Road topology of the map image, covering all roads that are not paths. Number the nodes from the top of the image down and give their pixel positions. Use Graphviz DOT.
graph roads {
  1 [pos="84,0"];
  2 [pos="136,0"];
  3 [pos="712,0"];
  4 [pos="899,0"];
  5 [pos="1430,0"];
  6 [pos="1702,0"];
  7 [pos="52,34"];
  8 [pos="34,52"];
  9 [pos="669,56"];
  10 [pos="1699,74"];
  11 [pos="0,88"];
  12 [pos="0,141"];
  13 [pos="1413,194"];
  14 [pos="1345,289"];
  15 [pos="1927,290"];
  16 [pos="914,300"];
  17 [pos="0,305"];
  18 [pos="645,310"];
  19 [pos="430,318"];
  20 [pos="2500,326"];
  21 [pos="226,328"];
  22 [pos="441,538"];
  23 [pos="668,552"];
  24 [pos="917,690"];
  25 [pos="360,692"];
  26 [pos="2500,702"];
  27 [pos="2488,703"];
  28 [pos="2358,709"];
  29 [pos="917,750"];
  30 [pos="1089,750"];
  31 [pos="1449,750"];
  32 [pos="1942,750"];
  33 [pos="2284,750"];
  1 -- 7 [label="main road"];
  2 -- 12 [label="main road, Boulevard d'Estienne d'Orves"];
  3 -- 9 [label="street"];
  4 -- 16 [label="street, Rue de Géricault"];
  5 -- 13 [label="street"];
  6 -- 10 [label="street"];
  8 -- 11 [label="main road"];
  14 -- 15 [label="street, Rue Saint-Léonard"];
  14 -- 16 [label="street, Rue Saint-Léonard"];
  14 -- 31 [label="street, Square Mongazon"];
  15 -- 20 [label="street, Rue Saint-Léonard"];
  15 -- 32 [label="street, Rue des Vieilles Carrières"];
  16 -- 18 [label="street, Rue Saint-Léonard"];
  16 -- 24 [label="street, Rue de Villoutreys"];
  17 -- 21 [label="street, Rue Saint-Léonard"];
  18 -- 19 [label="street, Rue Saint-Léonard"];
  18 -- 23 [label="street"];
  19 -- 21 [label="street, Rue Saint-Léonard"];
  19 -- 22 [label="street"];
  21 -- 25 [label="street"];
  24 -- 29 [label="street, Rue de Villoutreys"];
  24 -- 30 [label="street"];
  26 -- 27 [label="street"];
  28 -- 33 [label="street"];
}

§ §

■ **WORK REQUIRED**
Lines of the listing above that hold the string "Léonard" should each be copied.

■ **ANSWER SECTION**
  14 -- 15 [label="street, Rue Saint-Léonard"];
  14 -- 16 [label="street, Rue Saint-Léonard"];
  15 -- 20 [label="street, Rue Saint-Léonard"];
  16 -- 18 [label="street, Rue Saint-Léonard"];
  17 -- 21 [label="street, Rue Saint-Léonard"];
  18 -- 19 [label="street, Rue Saint-Léonard"];
  19 -- 21 [label="street, Rue Saint-Léonard"];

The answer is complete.